■ **WORK REQUEST**
Would you write out the entries that follow word for word, omitting any images?

■ **MATERIAL SHOWN**
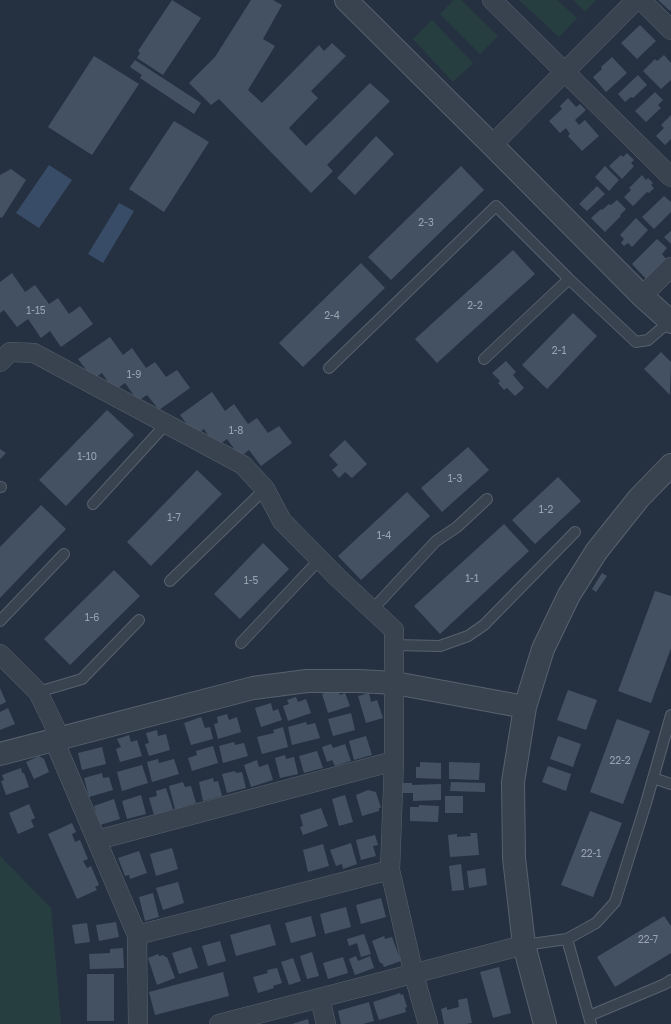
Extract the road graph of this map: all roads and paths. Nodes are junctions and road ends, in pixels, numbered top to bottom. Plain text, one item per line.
1 (346, 0) edge
2 (492, 0) edge
3 (636, 0) edge
4 (641, 0) edge
5 (671, 30) edge
6 (564, 72) junction
7 (492, 145) junction
8 (671, 177) edge
9 (671, 267) edge
10 (569, 279) junction
11 (642, 296) junction
12 (671, 322) edge
13 (484, 359) dead end
14 (0, 362) edge
15 (329, 368) dead end
16 (166, 424) junction
17 (671, 464) edge
18 (265, 489) junction
19 (487, 499) dead end
20 (93, 504) dead end
21 (575, 532) dead end
22 (64, 554) dead end
23 (320, 560) junction
24 (170, 581) dead end
25 (372, 610) junction
26 (139, 620) dead end
27 (0, 622) edge
28 (242, 643) dead end
29 (394, 646) junction
30 (0, 654) edge
31 (395, 683) junction
32 (38, 692) junction
33 (525, 707) junction
34 (671, 715) edge
35 (54, 740) junction
36 (0, 754) edge
37 (394, 761) junction
38 (653, 778) junction
39 (671, 784) edge
40 (97, 840) junction
41 (390, 870) junction
42 (137, 936) junction
43 (567, 939) junction
44 (524, 945) junction
45 (414, 975) junction
46 (671, 980) edge
47 (320, 998) junction
48 (590, 1020) edge
49 (138, 1024) edge
50 (219, 1024) edge
51 (326, 1024) edge
52 (428, 1024) edge
53 (545, 1024) edge

1 - 7 street
2 - 6 street
3 - 6 street
4 - 5 street
6 - 7 street
6 - 8 street
7 - 11 street
9 - 11 street
10 - 12 lane
10 - 13 lane
10 - 15 lane
11 - 12 street
14 - 16 street
16 - 18 street
16 - 20 lane
17 - 33 street
18 - 23 street
18 - 24 lane
19 - 25 lane
21 - 29 lane
22 - 27 lane
23 - 25 street
23 - 28 lane
25 - 29 street
26 - 32 lane
29 - 31 street
30 - 32 street
31 - 33 street
31 - 35 street
31 - 37 street
32 - 35 street
33 - 44 street
34 - 38 lane
35 - 36 street
35 - 40 street
37 - 40 street
37 - 41 street
38 - 39 lane
38 - 43 lane
40 - 42 street
41 - 42 street
41 - 45 street
42 - 49 street
43 - 44 lane
43 - 48 lane
44 - 45 street
44 - 53 street
45 - 47 street
45 - 52 street
46 - 48 lane
47 - 50 street
47 - 51 street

■ **TASK ANSWER**
Extract the road graph of this map: all roads and paths. Nodes are junctions and road ends, in pixels, numbered top to bottom. Plain text, one item per line.
1 (346, 0) edge
2 (492, 0) edge
3 (636, 0) edge
4 (641, 0) edge
5 (671, 30) edge
6 (564, 72) junction
7 (492, 145) junction
8 (671, 177) edge
9 (671, 267) edge
10 (569, 279) junction
11 (642, 296) junction
12 (671, 322) edge
13 (484, 359) dead end
14 (0, 362) edge
15 (329, 368) dead end
16 (166, 424) junction
17 (671, 464) edge
18 (265, 489) junction
19 (487, 499) dead end
20 (93, 504) dead end
21 (575, 532) dead end
22 (64, 554) dead end
23 (320, 560) junction
24 (170, 581) dead end
25 (372, 610) junction
26 (139, 620) dead end
27 (0, 622) edge
28 (242, 643) dead end
29 (394, 646) junction
30 (0, 654) edge
31 (395, 683) junction
32 (38, 692) junction
33 (525, 707) junction
34 (671, 715) edge
35 (54, 740) junction
36 (0, 754) edge
37 (394, 761) junction
38 (653, 778) junction
39 (671, 784) edge
40 (97, 840) junction
41 (390, 870) junction
42 (137, 936) junction
43 (567, 939) junction
44 (524, 945) junction
45 (414, 975) junction
46 (671, 980) edge
47 (320, 998) junction
48 (590, 1020) edge
49 (138, 1024) edge
50 (219, 1024) edge
51 (326, 1024) edge
52 (428, 1024) edge
53 (545, 1024) edge

1 - 7 street
2 - 6 street
3 - 6 street
4 - 5 street
6 - 7 street
6 - 8 street
7 - 11 street
9 - 11 street
10 - 12 lane
10 - 13 lane
10 - 15 lane
11 - 12 street
14 - 16 street
16 - 18 street
16 - 20 lane
17 - 33 street
18 - 23 street
18 - 24 lane
19 - 25 lane
21 - 29 lane
22 - 27 lane
23 - 25 street
23 - 28 lane
25 - 29 street
26 - 32 lane
29 - 31 street
30 - 32 street
31 - 33 street
31 - 35 street
31 - 37 street
32 - 35 street
33 - 44 street
34 - 38 lane
35 - 36 street
35 - 40 street
37 - 40 street
37 - 41 street
38 - 39 lane
38 - 43 lane
40 - 42 street
41 - 42 street
41 - 45 street
42 - 49 street
43 - 44 lane
43 - 48 lane
44 - 45 street
44 - 53 street
45 - 47 street
45 - 52 street
46 - 48 lane
47 - 50 street
47 - 51 street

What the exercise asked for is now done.